Requirement:
Looking at the records below, please say how many lines contain the word "Calle", as a bare number.
##############################
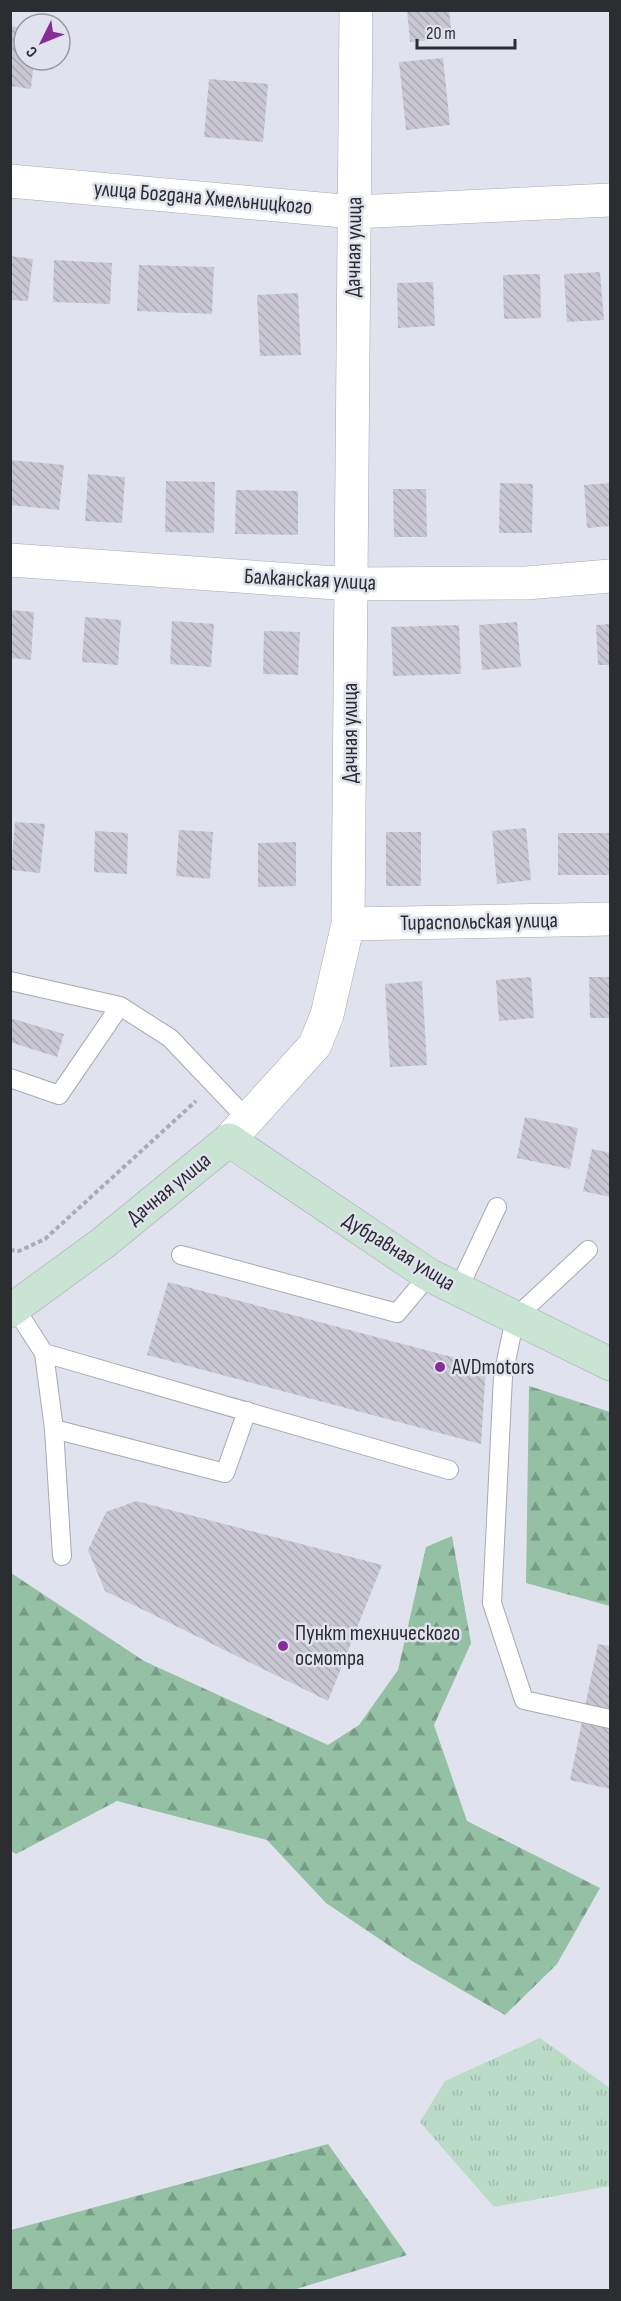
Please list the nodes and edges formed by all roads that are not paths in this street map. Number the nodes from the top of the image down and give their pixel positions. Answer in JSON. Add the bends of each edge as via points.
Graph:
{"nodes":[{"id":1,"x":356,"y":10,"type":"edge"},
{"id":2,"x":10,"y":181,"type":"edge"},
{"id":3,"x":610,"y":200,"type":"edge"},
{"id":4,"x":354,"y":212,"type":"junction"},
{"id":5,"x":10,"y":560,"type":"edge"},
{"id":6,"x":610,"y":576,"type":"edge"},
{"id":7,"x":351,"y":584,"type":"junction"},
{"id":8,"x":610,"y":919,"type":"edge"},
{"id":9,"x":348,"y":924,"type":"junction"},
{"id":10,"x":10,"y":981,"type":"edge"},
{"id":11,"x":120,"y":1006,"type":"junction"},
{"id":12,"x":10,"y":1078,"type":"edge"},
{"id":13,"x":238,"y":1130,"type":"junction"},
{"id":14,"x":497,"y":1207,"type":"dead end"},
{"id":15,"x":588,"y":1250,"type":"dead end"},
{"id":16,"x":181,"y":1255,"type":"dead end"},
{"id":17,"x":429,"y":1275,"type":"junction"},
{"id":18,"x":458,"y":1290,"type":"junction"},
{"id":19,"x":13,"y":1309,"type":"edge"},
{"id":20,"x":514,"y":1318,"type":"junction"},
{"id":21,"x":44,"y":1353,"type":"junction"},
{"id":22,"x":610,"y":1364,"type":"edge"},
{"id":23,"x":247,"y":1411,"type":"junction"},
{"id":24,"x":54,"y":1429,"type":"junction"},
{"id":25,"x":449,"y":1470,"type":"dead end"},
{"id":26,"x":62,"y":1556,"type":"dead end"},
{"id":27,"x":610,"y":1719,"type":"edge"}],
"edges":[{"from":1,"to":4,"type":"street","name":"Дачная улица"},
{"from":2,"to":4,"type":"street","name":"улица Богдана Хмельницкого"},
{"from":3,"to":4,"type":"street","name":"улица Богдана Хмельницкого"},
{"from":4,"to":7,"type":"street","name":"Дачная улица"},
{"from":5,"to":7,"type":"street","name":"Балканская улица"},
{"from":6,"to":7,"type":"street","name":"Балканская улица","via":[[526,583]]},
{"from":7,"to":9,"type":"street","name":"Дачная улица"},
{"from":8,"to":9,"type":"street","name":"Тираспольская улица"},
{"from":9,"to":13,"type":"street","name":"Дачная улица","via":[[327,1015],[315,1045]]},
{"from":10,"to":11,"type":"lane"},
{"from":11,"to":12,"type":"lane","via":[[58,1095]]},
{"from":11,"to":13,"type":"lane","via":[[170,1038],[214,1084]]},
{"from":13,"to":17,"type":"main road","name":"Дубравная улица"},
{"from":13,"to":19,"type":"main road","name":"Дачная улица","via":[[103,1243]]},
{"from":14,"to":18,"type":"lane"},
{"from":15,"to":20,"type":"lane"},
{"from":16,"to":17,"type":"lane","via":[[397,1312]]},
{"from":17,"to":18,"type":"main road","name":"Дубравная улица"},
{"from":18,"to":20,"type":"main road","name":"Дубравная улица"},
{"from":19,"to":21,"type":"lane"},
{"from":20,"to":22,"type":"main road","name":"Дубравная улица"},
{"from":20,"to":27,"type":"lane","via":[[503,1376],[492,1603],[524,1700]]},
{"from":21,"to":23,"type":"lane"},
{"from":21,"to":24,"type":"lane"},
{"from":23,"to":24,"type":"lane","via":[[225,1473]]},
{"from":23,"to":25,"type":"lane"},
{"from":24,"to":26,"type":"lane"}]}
##############################
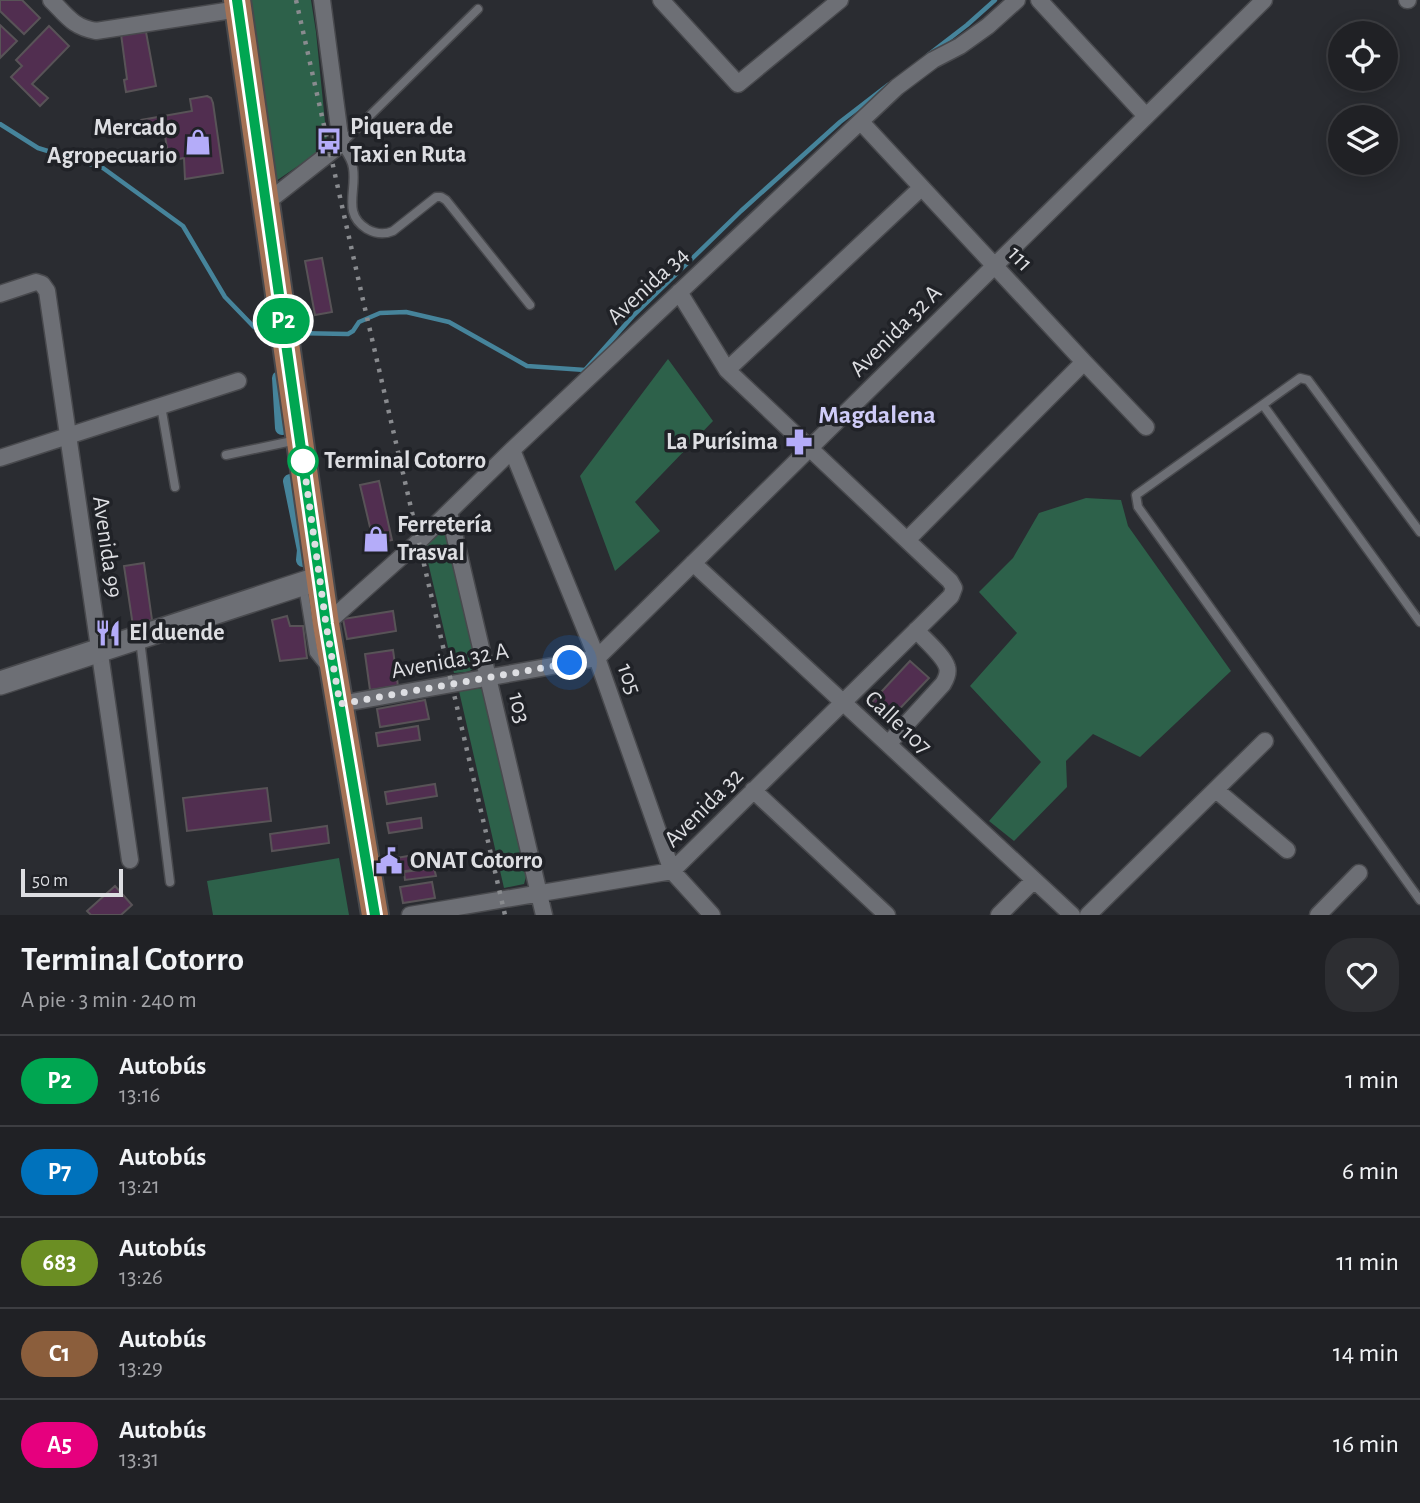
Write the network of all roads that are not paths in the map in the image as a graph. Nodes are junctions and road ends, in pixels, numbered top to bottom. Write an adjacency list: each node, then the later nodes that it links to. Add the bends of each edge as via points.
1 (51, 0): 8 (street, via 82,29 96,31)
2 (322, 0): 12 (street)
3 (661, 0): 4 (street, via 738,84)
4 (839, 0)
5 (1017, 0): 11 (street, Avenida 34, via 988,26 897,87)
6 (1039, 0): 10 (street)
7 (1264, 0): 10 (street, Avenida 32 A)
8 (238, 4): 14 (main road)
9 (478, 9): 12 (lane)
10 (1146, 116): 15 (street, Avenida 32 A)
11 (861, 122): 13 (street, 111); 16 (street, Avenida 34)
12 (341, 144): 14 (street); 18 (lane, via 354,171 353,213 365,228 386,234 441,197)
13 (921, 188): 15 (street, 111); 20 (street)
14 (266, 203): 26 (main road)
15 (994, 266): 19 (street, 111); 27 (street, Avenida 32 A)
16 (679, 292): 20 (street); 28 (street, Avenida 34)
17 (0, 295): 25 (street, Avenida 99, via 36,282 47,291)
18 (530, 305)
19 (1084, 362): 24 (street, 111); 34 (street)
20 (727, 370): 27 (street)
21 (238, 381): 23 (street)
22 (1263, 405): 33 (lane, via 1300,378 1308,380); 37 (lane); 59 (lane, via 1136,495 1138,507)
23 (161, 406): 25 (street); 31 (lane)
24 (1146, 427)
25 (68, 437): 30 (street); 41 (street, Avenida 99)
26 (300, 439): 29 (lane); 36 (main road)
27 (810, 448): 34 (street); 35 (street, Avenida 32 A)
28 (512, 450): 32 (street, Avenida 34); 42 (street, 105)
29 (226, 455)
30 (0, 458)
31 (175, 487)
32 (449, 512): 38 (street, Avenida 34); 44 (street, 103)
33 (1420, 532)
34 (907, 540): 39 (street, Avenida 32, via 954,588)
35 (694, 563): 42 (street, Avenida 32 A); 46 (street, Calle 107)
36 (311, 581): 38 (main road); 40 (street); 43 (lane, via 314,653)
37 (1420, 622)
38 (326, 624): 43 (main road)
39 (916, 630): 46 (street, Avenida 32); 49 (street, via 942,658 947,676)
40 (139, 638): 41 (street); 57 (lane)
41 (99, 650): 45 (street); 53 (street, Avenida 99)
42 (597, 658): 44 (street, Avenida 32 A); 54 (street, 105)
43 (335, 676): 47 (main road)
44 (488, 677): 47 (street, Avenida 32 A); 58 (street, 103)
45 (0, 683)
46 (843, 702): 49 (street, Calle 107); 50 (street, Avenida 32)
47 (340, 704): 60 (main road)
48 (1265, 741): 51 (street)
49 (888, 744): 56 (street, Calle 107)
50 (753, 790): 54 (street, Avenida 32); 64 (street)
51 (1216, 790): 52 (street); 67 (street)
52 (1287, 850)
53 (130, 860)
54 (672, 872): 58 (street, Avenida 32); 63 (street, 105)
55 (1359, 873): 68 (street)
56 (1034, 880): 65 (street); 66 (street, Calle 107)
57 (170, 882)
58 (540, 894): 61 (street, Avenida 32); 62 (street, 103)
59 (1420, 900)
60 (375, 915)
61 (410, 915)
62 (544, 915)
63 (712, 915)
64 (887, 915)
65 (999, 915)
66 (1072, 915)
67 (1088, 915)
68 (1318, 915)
##############################
Response box:
4